I bought my AliveCor from the AFA (it was £65 a couple of months back although I believe a new model is out). It is regarded by many medics as being very good and as my EP said it tells you that you are in AF and produces a good printout for under £100 and ECG machines costing tens of thousands of pounds tell you the same thing (although being 12 lead they produce more traces for different parts of the heart). As you are actually taking your readings the AliveCor displays the average over the recent period (not sure the duration - it could be 10 secs, maybe a bit more or a bit less - Dr Dave will know!!!).

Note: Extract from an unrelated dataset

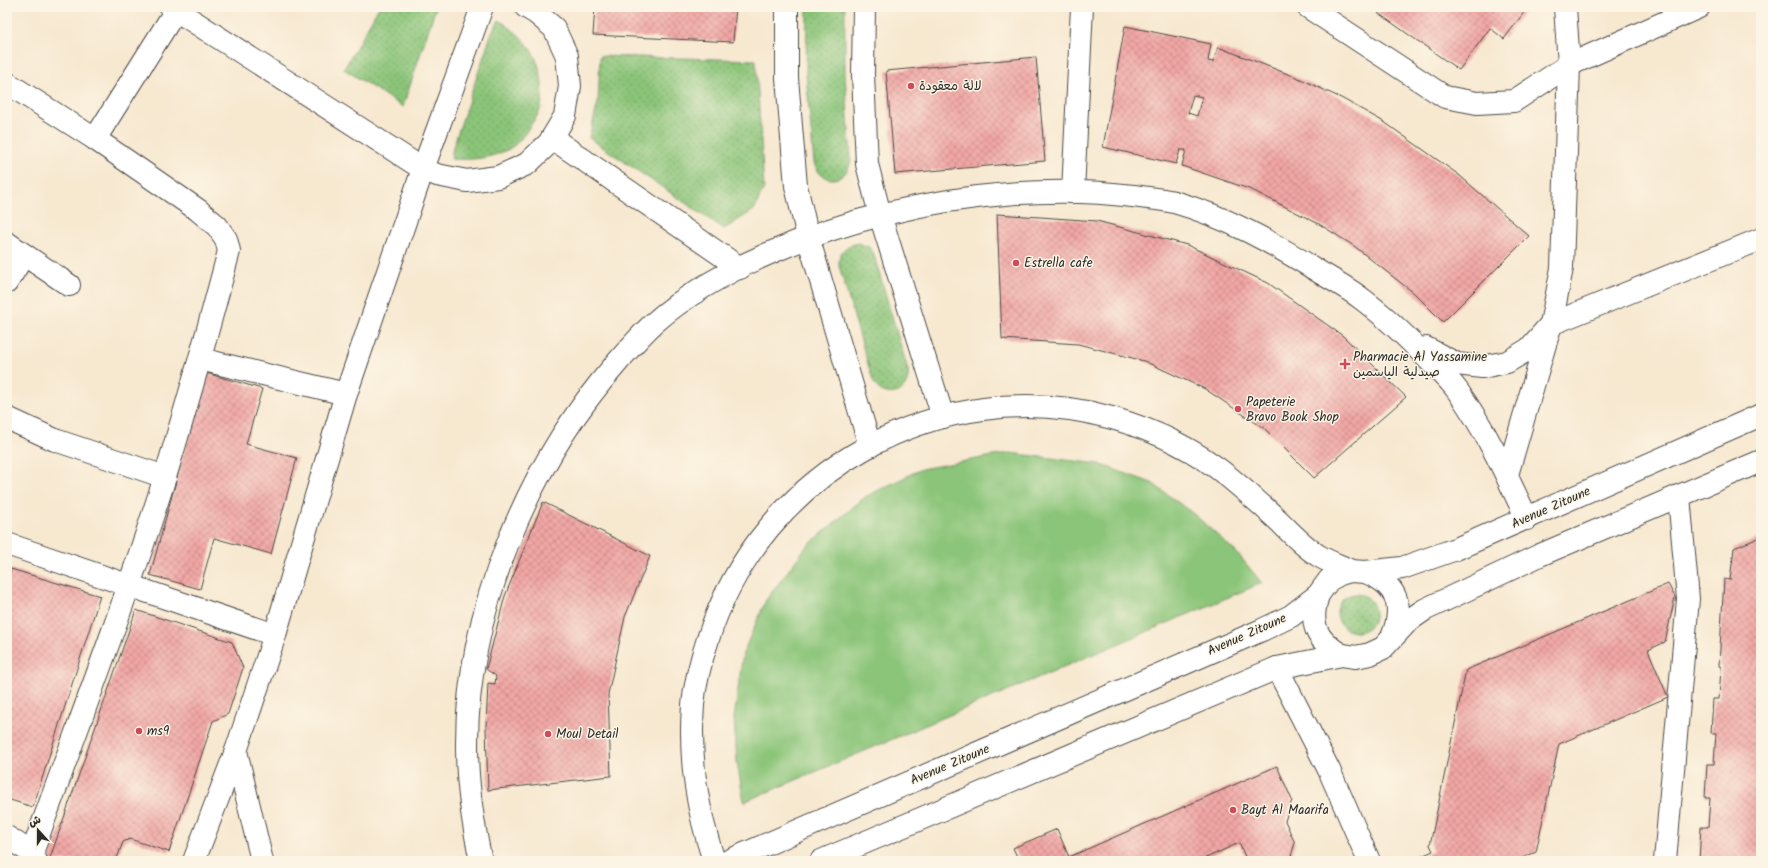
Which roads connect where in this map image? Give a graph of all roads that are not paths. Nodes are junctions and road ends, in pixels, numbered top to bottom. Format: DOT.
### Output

Before I had my ablation when I was looking at the readings whilst I was sitting in my chair (and had been for 10 mins) and as I was holding the AliveCor the heartbeat could swing from say 70 to 120 over the polling time and then produced an average of say 90 over the two minutes for the readings.
If readings were taken MANUALLY over 15 secs (usual time) and then multiplied by four it could produce quite WIDELY DIFFERING results (eg could be 75 to 80 or 100 to 110). This was one of the reasons that I set the recording time on my AliveCor as 2 minutes rather than the default of 30 seconds (note this is twice as long as many medics use).
Also I bought a Microlife Watch BP Home for AFib (about £70 last year - VAT free from Web) and it is HB + BP. This is the only one recommended by NICE. Again see the AFA website. It automatically takes three readings with a 15 sec gap in-between each. The results correlate fairly well with the AliveCor except when my HB is fluctuating widely when the results can be quite different to those form the AliveCor (and the AliveCor is the accurate results). Sometimes the same within a couple of beats but at the extreme 32 beats out in 96!!! (I always take my readings first with the AliveCor and then the BP monitor and it records the HB and I include it on the list even though it is the AliveCor that I look at and the medics look at).
BTW - I meant to add that a well known make of wrist monitor for BP and HB consistently gave results that were usually significantly out (more than 70% high in one instance) and always on the high side (when I crossed checked it against AliveCor and Watch BP Home).
Excellent Peter, I'm glad you are happy with the results you are getting from your equipment. But most, perhaps not all, domestic type electronic readouts will be inaccurate for the reasons I have given. The most accurate way of taking a pulse reading is manually ie placing the index and middle fingers lightly on someone's wrist (or the carotid artery) for a full minute and count the number of beats. Normally of course one would do it for 15 seconds and multiply by 4. Of course, in the next period of time, there may well be some minor variation but how can anything else be more accurate? Unless you cross check against this manual method, you can never be really sure your gizmo is accurate.